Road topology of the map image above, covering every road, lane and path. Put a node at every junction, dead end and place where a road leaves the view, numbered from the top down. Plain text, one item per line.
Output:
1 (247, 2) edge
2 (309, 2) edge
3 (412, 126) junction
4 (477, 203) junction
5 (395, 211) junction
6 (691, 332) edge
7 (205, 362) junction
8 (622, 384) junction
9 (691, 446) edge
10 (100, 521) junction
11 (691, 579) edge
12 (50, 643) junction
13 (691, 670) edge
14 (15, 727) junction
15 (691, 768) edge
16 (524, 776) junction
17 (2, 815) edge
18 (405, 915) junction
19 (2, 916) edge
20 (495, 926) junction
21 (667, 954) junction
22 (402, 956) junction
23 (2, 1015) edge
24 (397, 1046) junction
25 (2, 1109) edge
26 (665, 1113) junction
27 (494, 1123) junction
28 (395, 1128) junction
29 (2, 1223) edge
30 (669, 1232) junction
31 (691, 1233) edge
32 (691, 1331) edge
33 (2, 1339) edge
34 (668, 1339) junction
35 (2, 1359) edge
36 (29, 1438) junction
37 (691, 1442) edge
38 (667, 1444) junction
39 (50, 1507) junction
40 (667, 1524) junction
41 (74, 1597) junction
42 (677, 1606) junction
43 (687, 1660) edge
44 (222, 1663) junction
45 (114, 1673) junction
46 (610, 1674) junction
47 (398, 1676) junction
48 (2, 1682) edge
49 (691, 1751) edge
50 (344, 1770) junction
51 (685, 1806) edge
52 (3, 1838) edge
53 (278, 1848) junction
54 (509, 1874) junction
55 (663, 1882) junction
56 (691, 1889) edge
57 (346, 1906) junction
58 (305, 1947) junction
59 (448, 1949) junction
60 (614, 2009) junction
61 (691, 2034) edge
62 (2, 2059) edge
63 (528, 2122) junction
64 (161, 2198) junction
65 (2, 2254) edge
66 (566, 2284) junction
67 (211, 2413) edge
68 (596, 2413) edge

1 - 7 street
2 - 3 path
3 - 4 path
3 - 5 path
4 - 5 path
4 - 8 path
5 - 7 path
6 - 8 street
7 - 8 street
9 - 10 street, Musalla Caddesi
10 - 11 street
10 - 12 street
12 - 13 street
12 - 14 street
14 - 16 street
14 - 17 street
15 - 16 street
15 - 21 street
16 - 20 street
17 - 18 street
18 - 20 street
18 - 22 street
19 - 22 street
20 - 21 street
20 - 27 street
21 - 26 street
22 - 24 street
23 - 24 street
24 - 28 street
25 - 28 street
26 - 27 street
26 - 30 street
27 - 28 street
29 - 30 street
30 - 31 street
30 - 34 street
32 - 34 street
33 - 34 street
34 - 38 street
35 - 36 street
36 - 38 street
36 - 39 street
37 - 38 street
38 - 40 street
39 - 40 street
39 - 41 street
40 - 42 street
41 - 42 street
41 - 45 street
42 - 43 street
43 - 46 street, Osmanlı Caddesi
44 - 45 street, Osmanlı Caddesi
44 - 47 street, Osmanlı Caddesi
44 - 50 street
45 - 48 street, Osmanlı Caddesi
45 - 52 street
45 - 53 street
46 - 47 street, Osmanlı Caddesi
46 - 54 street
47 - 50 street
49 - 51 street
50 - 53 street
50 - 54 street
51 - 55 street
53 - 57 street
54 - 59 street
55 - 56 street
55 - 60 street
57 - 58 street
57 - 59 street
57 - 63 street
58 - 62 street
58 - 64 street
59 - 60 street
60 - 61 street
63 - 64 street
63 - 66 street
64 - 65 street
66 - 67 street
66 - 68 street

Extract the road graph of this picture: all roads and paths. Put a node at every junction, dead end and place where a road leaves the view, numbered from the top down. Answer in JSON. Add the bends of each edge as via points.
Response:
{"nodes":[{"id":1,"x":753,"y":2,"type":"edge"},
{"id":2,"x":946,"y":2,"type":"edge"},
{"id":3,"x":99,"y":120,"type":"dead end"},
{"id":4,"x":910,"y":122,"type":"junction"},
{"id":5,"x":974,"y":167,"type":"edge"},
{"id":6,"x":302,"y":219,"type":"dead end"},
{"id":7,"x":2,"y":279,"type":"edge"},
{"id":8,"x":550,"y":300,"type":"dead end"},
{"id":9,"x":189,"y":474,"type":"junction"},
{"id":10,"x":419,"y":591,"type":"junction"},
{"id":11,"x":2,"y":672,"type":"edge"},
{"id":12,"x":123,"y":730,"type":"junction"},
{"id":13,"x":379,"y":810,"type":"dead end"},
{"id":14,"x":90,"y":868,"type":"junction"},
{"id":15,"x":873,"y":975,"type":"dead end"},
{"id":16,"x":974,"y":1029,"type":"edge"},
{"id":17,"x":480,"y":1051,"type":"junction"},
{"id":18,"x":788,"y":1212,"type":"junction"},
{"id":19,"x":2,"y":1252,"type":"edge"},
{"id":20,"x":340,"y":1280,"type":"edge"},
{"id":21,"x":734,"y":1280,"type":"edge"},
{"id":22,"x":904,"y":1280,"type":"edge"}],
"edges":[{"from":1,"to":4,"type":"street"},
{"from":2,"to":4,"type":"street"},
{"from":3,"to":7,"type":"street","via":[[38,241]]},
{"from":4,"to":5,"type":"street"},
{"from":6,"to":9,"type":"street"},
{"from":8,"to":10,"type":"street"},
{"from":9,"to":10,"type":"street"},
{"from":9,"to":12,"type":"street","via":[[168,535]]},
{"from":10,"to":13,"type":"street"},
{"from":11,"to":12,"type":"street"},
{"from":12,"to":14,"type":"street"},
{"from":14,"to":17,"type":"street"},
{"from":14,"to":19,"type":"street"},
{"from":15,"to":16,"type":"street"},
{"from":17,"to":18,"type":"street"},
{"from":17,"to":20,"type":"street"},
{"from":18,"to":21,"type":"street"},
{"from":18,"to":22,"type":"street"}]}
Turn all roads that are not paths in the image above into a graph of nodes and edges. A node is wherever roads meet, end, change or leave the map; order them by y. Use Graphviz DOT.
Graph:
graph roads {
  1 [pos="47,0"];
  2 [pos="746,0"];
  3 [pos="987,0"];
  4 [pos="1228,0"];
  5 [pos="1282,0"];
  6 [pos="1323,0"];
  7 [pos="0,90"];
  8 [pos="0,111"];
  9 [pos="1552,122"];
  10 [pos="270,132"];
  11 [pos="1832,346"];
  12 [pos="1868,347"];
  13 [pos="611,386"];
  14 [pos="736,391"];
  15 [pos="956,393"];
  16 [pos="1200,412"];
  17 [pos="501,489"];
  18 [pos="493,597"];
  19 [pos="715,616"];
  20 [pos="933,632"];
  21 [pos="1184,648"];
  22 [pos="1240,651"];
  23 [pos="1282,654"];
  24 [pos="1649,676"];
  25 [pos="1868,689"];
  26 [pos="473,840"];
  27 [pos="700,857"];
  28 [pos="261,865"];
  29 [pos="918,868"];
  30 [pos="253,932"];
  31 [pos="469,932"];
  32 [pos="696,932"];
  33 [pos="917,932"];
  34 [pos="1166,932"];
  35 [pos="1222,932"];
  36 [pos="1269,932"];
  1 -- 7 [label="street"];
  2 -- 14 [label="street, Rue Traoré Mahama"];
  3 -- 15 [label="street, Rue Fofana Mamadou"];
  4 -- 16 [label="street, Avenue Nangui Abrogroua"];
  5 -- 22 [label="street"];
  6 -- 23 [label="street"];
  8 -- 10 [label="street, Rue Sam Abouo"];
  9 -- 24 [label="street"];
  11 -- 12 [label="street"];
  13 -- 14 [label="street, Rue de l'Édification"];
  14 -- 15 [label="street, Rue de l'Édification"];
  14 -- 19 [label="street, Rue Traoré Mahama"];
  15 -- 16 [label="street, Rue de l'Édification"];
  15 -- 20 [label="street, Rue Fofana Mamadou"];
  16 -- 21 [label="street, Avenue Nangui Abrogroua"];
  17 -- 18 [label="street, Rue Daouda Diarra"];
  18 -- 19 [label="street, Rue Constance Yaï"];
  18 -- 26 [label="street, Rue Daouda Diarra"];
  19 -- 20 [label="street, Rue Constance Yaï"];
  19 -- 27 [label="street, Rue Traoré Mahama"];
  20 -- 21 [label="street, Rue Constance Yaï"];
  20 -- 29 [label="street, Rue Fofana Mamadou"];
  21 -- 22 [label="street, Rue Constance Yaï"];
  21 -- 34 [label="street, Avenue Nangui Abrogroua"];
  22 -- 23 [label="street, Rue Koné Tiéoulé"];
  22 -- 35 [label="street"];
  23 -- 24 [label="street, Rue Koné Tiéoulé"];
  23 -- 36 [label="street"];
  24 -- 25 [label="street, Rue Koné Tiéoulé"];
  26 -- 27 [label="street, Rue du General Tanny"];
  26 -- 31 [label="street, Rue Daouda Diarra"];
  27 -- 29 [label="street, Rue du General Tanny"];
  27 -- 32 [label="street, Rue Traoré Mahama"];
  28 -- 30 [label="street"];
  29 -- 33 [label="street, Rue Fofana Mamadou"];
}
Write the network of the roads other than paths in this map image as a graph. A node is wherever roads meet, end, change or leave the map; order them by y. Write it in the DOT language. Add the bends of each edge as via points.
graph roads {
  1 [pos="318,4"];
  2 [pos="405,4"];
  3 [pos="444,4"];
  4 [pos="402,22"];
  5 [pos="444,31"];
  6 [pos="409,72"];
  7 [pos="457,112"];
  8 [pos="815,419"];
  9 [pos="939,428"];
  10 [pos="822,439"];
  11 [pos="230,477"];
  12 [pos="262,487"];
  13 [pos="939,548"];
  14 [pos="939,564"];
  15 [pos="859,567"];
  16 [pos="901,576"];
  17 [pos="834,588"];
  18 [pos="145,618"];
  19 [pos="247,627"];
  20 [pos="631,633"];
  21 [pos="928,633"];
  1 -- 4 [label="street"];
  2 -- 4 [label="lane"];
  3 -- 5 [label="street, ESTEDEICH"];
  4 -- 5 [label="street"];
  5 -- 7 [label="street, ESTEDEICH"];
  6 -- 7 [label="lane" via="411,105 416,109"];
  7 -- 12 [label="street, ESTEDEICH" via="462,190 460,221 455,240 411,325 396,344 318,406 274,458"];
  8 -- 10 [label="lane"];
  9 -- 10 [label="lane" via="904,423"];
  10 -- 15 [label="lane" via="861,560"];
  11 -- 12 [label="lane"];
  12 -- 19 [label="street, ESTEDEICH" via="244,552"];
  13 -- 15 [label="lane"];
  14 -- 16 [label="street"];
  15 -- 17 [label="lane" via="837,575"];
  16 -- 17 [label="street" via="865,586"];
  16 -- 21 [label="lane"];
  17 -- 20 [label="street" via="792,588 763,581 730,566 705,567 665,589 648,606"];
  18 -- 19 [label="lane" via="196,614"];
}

◆ EXERCISE PROMPT:
Number of lines containing the word "Daouda" in the listing: state it, and add no other text.

◆ REPLY:
3